Just then, out of the corner of her eye she caught it. The whisk of a coat around a corner. She glanced down a thin alleyway, no wider than an arm’s stretch, and saw him again, slipping like a blade of shadow until, at the end, the view opened up to the broad span of the Seine and the man before her had vanished.
He must have crossed the river. Clara walked swiftly across the Pont des Arts towards the classical façade of the Louvre and into the Cour Carrée, the magnificent cobbled courtyard in the western wing. Then, at last, she saw him. Leaning against the pillar, his exaggerated shadow lying diagonal along the ground, his overcoat slung elegantly like a cloak over his shoulders.
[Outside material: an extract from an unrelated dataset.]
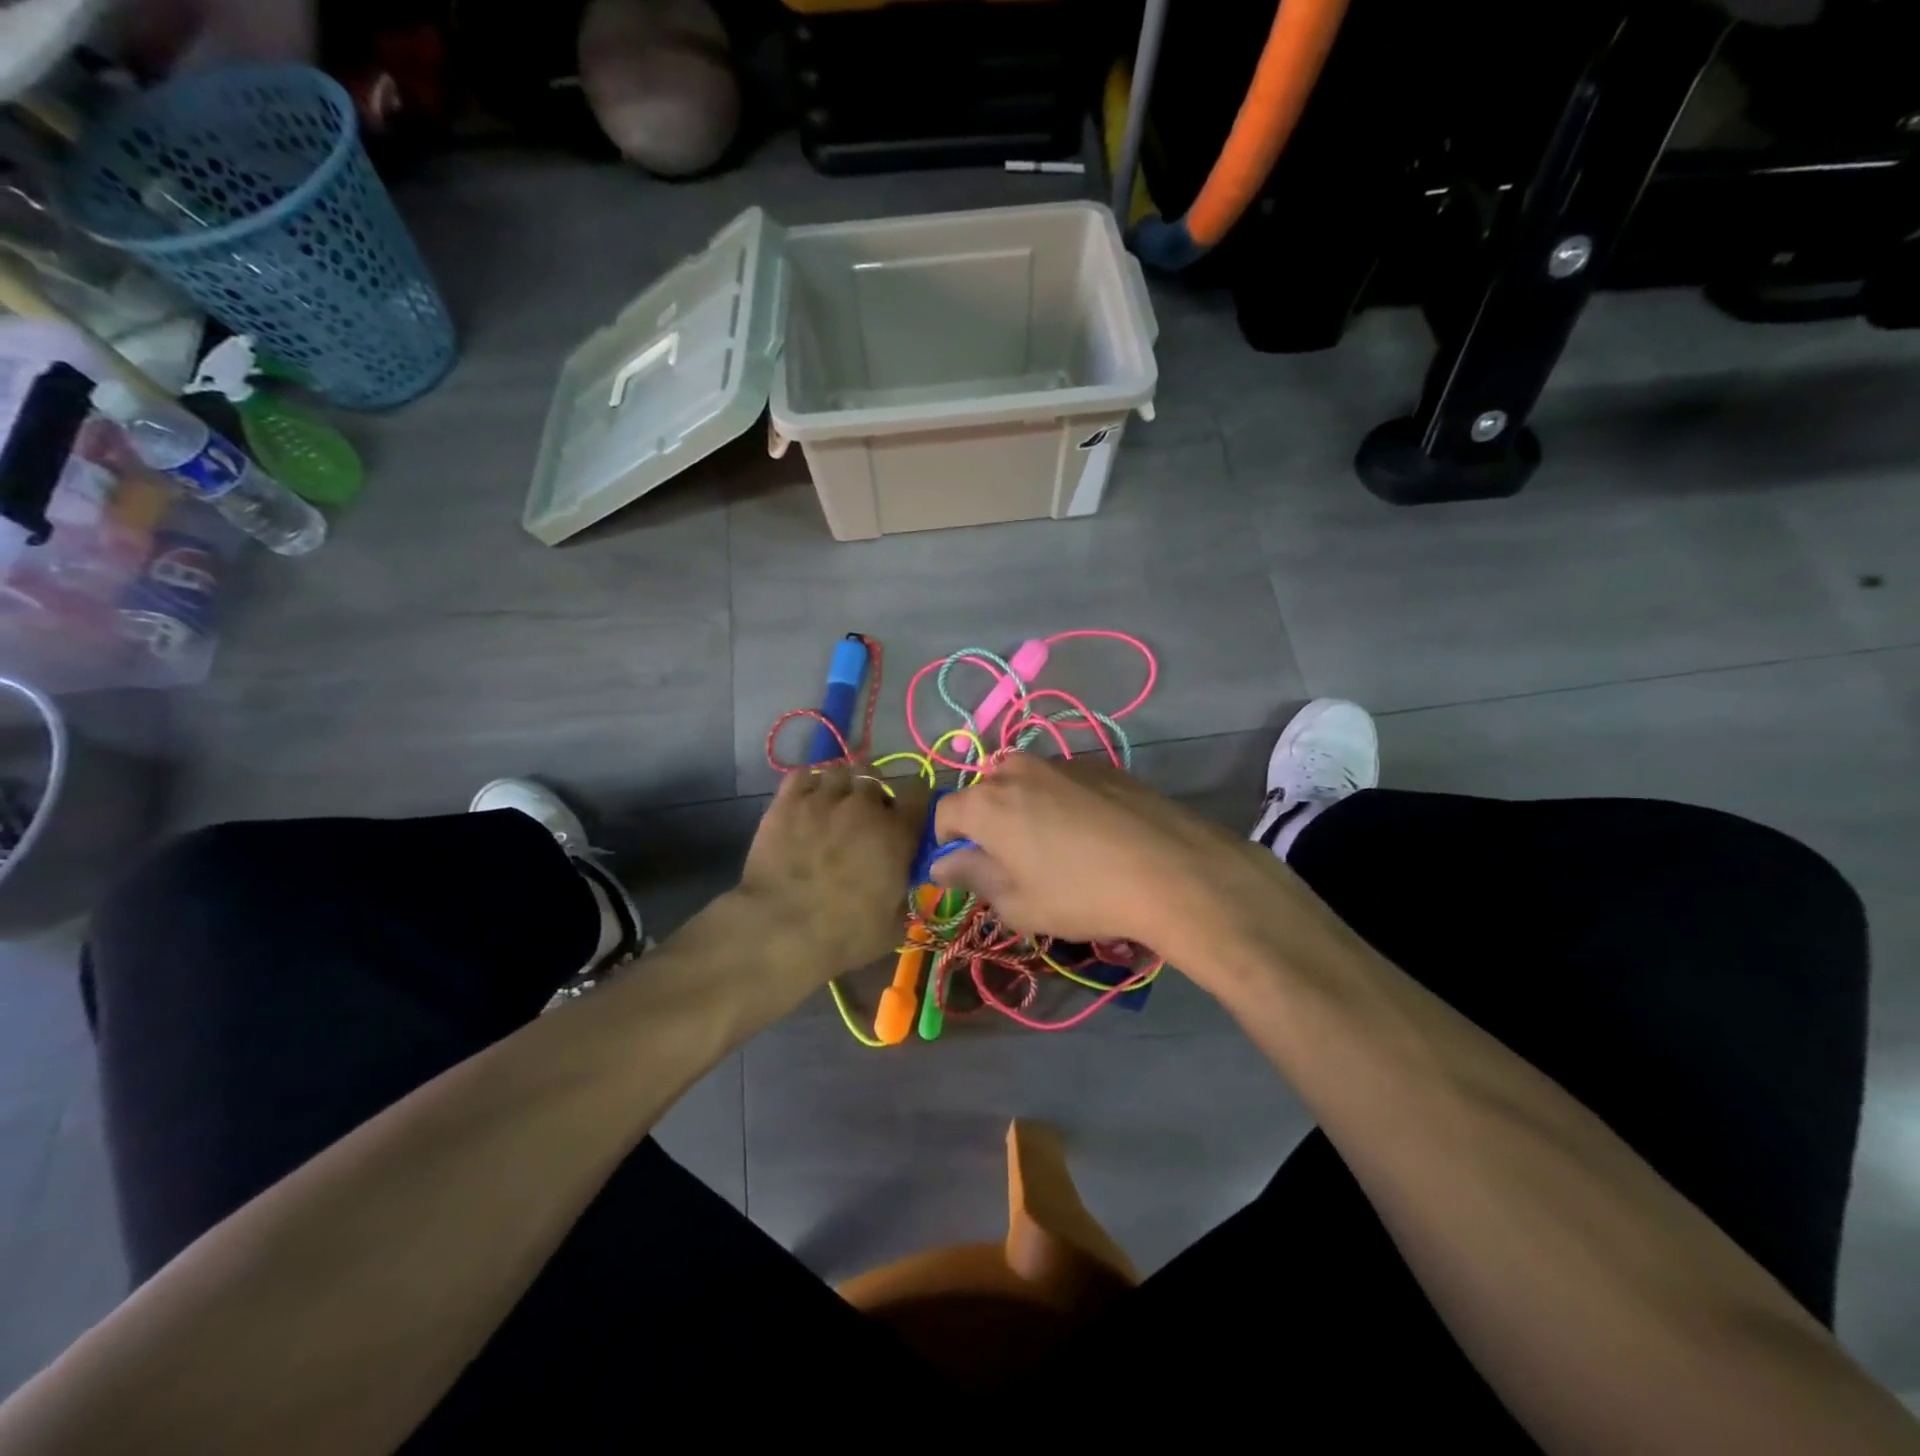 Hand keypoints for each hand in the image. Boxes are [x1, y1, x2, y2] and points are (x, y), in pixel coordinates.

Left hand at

As he cupped his hand to light a cigarette, the flame leapt up to his face and she realized that it wasn’t Leo at all.
‘Fräulein Vine. What a surprise to see you here.’
It was the handsome, sardonic face of Conrad Adler.
Chapter Twenty
The surprise was enough to stun her for a moment. The breath tore at her lungs from the speed of her long pursuit, and the blood was still pounding in her ears. Shock, and disappointment that the man she had pursued was so different from the one she longed to see, robbed her of speech. For a second the image of Leo still imprinted itself on her vision, so that she had to shake her head to dismiss it, before focusing on the man who genuinely stood in front of her. Obersturmbannführer Conrad Adler.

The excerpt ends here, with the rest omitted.